What to do:
For each line below that holds the word "Warsan", make a copy.
:: Task input
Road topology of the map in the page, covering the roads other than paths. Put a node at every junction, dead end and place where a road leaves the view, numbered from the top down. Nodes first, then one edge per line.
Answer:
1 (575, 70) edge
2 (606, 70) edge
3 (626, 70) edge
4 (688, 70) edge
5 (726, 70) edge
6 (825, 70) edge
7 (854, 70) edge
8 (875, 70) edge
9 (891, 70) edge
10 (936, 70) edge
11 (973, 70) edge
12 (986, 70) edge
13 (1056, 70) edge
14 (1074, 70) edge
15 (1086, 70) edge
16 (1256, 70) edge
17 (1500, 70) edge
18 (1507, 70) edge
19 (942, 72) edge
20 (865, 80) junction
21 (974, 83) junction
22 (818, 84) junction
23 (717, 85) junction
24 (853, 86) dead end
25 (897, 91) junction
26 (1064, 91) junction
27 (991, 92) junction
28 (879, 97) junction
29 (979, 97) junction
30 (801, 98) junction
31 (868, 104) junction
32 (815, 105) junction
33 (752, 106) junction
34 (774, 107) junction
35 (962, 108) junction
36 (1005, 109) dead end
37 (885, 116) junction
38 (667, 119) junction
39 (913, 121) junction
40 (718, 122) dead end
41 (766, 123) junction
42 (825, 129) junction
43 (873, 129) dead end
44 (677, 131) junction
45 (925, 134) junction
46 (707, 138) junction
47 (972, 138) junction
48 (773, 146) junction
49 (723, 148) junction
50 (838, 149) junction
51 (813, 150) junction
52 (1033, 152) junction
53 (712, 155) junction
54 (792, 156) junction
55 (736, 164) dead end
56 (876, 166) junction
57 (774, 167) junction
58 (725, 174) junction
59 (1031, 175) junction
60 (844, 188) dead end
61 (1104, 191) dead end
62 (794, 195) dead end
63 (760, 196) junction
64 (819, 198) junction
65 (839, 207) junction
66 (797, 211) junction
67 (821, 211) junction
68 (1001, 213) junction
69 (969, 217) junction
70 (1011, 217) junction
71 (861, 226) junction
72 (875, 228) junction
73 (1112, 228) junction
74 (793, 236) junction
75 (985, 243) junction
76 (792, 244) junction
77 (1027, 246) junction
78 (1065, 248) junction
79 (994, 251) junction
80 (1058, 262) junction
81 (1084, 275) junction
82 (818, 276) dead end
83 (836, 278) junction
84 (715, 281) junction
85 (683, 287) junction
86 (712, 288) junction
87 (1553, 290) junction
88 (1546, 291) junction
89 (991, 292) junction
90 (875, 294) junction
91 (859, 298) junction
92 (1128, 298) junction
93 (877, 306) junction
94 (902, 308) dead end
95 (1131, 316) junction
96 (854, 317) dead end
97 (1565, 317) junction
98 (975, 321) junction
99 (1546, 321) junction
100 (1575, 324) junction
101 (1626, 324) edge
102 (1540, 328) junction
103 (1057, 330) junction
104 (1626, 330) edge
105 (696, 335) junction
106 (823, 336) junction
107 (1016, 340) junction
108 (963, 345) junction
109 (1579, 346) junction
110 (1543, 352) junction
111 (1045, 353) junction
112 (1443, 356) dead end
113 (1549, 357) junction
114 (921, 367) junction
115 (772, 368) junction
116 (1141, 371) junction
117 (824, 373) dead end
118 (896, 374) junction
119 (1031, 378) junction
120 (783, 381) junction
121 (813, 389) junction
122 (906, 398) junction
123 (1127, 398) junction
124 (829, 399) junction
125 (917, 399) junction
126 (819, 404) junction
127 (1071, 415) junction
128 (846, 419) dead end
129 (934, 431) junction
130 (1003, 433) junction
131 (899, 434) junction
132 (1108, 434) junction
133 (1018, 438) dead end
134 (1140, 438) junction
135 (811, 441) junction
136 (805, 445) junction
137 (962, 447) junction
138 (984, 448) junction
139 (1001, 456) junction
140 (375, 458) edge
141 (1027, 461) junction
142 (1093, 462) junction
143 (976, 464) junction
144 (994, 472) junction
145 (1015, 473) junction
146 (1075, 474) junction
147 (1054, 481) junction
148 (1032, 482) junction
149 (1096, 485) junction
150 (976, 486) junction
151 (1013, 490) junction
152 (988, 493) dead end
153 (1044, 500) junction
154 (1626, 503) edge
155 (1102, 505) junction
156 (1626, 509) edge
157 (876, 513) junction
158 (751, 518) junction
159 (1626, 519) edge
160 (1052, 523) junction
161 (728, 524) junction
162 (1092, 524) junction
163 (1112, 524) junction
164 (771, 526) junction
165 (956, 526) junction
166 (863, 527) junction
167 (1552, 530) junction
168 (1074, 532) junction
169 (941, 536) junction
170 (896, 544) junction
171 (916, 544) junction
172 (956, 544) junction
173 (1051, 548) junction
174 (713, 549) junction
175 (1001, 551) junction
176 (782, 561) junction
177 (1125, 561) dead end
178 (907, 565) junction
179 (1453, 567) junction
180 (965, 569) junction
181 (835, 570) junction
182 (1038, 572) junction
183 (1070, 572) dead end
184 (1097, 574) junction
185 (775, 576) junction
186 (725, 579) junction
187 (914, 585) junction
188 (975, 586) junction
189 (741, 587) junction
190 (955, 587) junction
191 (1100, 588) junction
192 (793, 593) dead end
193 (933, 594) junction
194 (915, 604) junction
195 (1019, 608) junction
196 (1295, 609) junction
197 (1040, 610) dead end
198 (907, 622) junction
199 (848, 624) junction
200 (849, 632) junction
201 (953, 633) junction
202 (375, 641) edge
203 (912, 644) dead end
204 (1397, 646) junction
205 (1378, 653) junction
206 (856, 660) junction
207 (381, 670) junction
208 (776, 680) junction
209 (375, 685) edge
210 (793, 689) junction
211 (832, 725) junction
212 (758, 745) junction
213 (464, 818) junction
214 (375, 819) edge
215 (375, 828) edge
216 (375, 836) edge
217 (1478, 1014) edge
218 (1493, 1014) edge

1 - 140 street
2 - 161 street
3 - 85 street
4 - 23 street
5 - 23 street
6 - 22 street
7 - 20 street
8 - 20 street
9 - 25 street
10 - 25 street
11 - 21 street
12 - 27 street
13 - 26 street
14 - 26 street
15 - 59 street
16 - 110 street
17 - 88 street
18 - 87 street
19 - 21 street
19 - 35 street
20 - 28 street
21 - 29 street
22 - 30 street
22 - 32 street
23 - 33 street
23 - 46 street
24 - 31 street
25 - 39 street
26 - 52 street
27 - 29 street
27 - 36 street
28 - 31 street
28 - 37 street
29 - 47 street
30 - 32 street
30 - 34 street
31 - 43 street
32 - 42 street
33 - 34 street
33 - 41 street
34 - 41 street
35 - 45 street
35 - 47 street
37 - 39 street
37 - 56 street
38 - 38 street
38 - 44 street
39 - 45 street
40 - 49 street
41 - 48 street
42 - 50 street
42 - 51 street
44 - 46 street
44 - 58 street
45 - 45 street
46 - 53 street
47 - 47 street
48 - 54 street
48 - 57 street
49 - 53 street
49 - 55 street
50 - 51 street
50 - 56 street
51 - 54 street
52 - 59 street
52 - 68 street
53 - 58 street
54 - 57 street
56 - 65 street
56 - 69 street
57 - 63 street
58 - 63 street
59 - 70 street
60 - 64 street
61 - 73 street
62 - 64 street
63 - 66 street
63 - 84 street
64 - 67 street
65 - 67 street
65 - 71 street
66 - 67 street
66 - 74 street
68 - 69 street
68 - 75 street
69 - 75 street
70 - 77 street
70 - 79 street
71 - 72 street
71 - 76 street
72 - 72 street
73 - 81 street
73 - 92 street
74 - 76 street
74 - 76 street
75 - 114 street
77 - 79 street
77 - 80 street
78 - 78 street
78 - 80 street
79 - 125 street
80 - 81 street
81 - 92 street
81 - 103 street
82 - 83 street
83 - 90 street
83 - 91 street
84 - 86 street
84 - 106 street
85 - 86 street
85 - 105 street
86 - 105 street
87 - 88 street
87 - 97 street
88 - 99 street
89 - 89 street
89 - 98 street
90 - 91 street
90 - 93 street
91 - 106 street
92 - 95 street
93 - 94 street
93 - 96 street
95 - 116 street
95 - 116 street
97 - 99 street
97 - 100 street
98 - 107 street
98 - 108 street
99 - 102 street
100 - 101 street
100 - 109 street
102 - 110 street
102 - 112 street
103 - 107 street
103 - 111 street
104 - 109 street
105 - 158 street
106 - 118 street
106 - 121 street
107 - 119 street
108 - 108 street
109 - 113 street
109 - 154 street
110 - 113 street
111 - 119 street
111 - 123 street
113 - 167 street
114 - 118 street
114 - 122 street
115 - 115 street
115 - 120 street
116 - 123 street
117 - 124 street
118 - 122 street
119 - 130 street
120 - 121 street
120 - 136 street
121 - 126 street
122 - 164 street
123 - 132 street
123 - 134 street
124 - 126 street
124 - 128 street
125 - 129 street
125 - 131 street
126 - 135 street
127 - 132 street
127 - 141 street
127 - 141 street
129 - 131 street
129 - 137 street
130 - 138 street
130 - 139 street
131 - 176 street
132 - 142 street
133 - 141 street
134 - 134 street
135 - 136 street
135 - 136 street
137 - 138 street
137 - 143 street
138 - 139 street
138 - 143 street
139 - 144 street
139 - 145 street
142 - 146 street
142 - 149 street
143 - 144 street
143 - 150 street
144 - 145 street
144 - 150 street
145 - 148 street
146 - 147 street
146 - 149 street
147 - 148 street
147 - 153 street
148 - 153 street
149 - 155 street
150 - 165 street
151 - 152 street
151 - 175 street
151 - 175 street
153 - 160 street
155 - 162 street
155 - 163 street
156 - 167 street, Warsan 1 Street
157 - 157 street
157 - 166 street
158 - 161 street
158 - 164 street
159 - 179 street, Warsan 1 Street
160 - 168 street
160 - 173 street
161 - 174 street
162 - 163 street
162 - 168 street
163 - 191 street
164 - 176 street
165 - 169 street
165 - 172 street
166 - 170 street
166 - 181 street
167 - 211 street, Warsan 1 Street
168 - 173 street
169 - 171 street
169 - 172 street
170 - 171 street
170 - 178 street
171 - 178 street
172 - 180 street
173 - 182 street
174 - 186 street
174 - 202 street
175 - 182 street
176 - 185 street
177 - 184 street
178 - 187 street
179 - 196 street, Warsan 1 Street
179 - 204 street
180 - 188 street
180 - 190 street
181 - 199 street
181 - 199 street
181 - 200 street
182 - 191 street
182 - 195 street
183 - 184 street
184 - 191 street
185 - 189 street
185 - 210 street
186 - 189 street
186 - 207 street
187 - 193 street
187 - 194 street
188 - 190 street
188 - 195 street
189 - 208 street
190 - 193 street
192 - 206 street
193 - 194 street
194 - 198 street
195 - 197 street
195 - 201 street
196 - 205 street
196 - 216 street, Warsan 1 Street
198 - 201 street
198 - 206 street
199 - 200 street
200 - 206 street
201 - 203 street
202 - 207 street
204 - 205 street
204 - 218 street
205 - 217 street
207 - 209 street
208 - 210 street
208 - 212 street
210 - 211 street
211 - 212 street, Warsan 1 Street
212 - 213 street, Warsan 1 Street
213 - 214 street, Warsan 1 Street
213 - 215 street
::::
Written response:
156 - 167 street, Warsan 1 Street
159 - 179 street, Warsan 1 Street
167 - 211 street, Warsan 1 Street
179 - 196 street, Warsan 1 Street
196 - 216 street, Warsan 1 Street
211 - 212 street, Warsan 1 Street
212 - 213 street, Warsan 1 Street
213 - 214 street, Warsan 1 Street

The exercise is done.